Assignment: In the data below, find every line with the string "street" and pull it out.
--------------------------------
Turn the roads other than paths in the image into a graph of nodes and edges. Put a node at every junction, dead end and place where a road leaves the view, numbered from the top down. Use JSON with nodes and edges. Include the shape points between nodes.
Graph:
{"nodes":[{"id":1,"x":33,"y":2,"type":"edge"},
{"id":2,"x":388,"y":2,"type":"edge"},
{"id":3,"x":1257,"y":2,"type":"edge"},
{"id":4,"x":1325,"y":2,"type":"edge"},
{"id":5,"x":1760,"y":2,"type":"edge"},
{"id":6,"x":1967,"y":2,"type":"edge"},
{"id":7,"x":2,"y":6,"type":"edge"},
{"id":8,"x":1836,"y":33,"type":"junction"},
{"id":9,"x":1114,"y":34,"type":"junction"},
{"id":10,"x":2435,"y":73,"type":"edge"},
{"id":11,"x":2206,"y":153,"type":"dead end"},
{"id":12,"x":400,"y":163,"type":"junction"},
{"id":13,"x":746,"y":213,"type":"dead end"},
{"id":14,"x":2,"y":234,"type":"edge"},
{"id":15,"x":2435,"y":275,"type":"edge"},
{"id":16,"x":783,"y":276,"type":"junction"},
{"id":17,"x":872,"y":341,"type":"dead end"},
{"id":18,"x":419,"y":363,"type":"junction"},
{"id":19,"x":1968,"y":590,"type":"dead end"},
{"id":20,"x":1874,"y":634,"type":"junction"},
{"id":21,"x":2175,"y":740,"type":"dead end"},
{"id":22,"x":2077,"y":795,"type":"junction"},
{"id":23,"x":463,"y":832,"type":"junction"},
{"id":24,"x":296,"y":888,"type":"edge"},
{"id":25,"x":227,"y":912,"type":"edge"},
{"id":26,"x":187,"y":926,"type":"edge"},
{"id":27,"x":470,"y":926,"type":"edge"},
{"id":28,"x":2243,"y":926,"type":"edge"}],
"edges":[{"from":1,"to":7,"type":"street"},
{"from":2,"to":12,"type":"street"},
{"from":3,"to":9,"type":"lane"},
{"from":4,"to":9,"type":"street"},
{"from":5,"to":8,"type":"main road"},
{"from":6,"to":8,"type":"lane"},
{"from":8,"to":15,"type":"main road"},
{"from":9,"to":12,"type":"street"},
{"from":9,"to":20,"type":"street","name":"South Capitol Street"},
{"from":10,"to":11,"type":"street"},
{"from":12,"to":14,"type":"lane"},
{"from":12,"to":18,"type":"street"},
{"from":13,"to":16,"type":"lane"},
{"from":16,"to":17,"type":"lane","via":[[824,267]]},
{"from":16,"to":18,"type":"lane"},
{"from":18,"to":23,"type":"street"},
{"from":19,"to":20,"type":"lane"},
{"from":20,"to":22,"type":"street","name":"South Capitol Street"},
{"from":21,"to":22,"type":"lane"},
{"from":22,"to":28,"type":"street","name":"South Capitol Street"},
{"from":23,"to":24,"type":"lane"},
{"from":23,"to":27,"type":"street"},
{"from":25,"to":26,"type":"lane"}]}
--------------------------------
The completed task:
"edges":[{"from":1,"to":7,"type":"street"},
{"from":2,"to":12,"type":"street"},
{"from":4,"to":9,"type":"street"},
{"from":9,"to":12,"type":"street"},
{"from":9,"to":20,"type":"street","name":"South Capitol Street"},
{"from":10,"to":11,"type":"street"},
{"from":12,"to":18,"type":"street"},
{"from":18,"to":23,"type":"street"},
{"from":20,"to":22,"type":"street","name":"South Capitol Street"},
{"from":22,"to":28,"type":"street","name":"South Capitol Street"},
{"from":23,"to":27,"type":"street"},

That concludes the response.